Je m’appelle Meel’ah, et comme les autres chamans célestes je suis reliée aux énergies animales fondamentales.

Spirituellement, cela signifie être plongé dans la conscience immense et vaste du règne animal dans ce qu’il a de plus pur et de plus primal.

Au niveau de l’apparence, cela implique des petites particularités physiques qui font de nous des sortes d’hybrides, des bipèdes à têtes d’animaux.

L’histoire humaine nous a représenté bien des fois avant de nous oublier. A l’origine, pourtant, c’est eux qui nous ont appelé, et on a répondu.

Par delà les étoiles, on a répondu, en nombre, à ce cri de désespoir qu’ils ont poussé. Et nous sommes venus les soutenir et les porter, les aider à se bâtir et à se défendre.

Puis, de générations en générations, ils ont oublié la raison de notre présence, et ils se sont mis à nous haïr, comme on finit par détester tout ce qui nous est différent, que l’on ne comprends pas, et qui nous semble devenus superflus.

Alors, ils nous ont chassé.

Certains d’entre nous ont sombré dans la colère, à cause de la souffrance, de la trahison, de l’amertume.

Les autres sont ici.

Je contemple l’arbre gigantesque qui s’élève au milieu de la cour bordée de cloitres.
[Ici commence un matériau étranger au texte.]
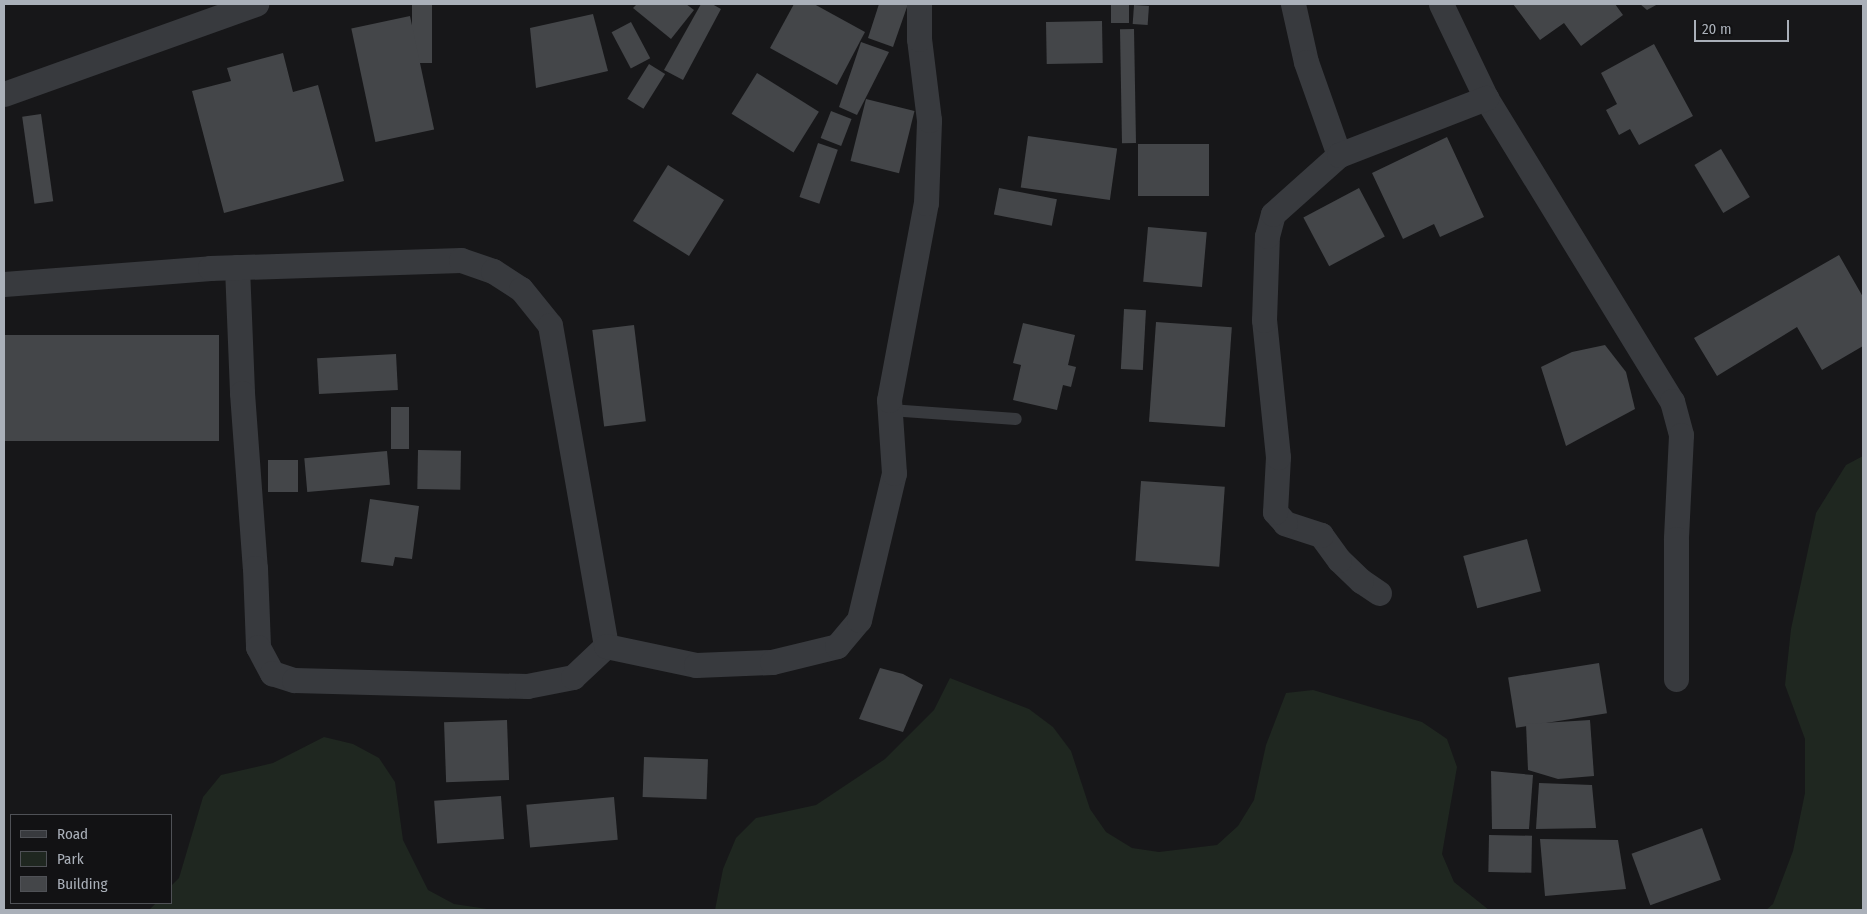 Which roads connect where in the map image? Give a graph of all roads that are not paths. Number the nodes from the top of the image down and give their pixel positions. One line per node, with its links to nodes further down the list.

Il a pris racine sur une sorte d’élévation de terre, recouverte d’herbe tendre.

Ses branches sont si vastes et si robustes que des habitations s’y sont suspendues sans difficulté, comme autant de petits nids soigneusement agencés. On y perçoit aussi des plateformes en plein air, sur laquelle nombres d’entre nous méditent.
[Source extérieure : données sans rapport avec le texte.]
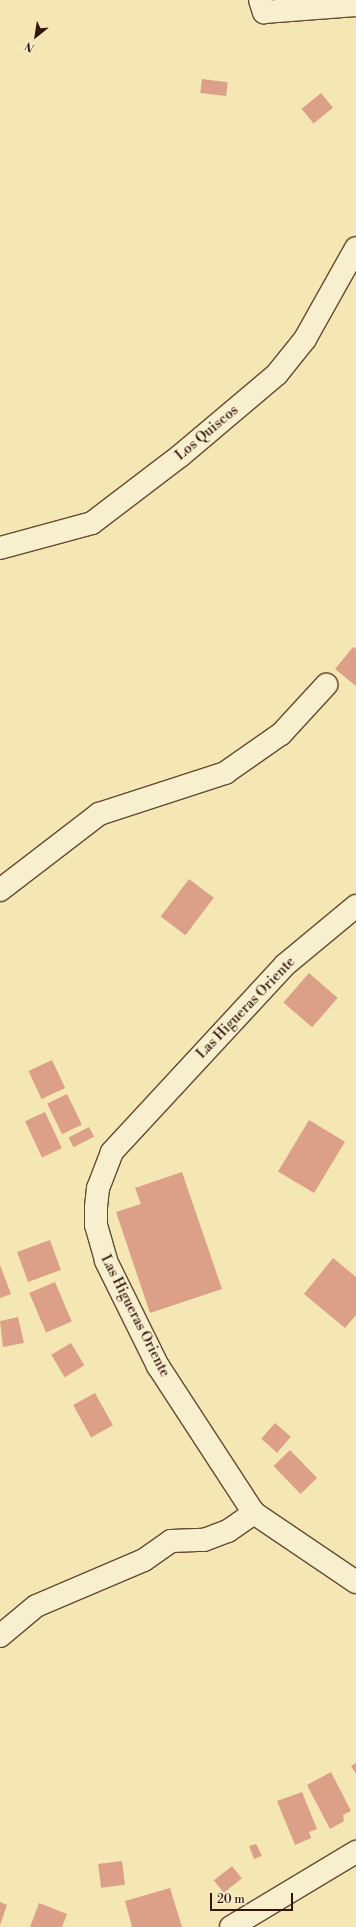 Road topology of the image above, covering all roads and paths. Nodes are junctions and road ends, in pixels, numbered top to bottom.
1 (260, 0) edge
2 (356, 5) edge
3 (356, 248) edge
4 (0, 548) edge
5 (326, 685) dead end
6 (0, 890) edge
7 (356, 906) edge
8 (254, 1513) junction
9 (356, 1582) edge
10 (0, 1636) edge
11 (356, 1852) edge
12 (231, 1927) edge

1 - 2 street
3 - 4 street, Los Quiscos
5 - 6 street
7 - 8 street, Las Higueras Oriente
8 - 9 street, Las Higueras Oriente
8 - 10 street
11 - 12 street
Quelques mélopées s’élèvent vers le ciel, dans la ronde continue des rituels de soin. Depuis que la cité a été bâtie, chacun s’attèle à la tache, quotidiennement, avec l’intensité propre à nos coutumes.

Ce sera bientôt pour moi le moment de les rejoindre pour prendre ma place dans les chants. Il me reste un moment pour visiter les autres communautés. Chaque fois que cela m’est possible je cherche à les rencontrer tous, ce que nous vivons est si unique, si incroyable.

Ma curiosité ne cesse de grandir.

C’est en ce jour que je vais le trouver, même si je ne le sais pas encore, quelque chose en moi me le soupire à l’oreille.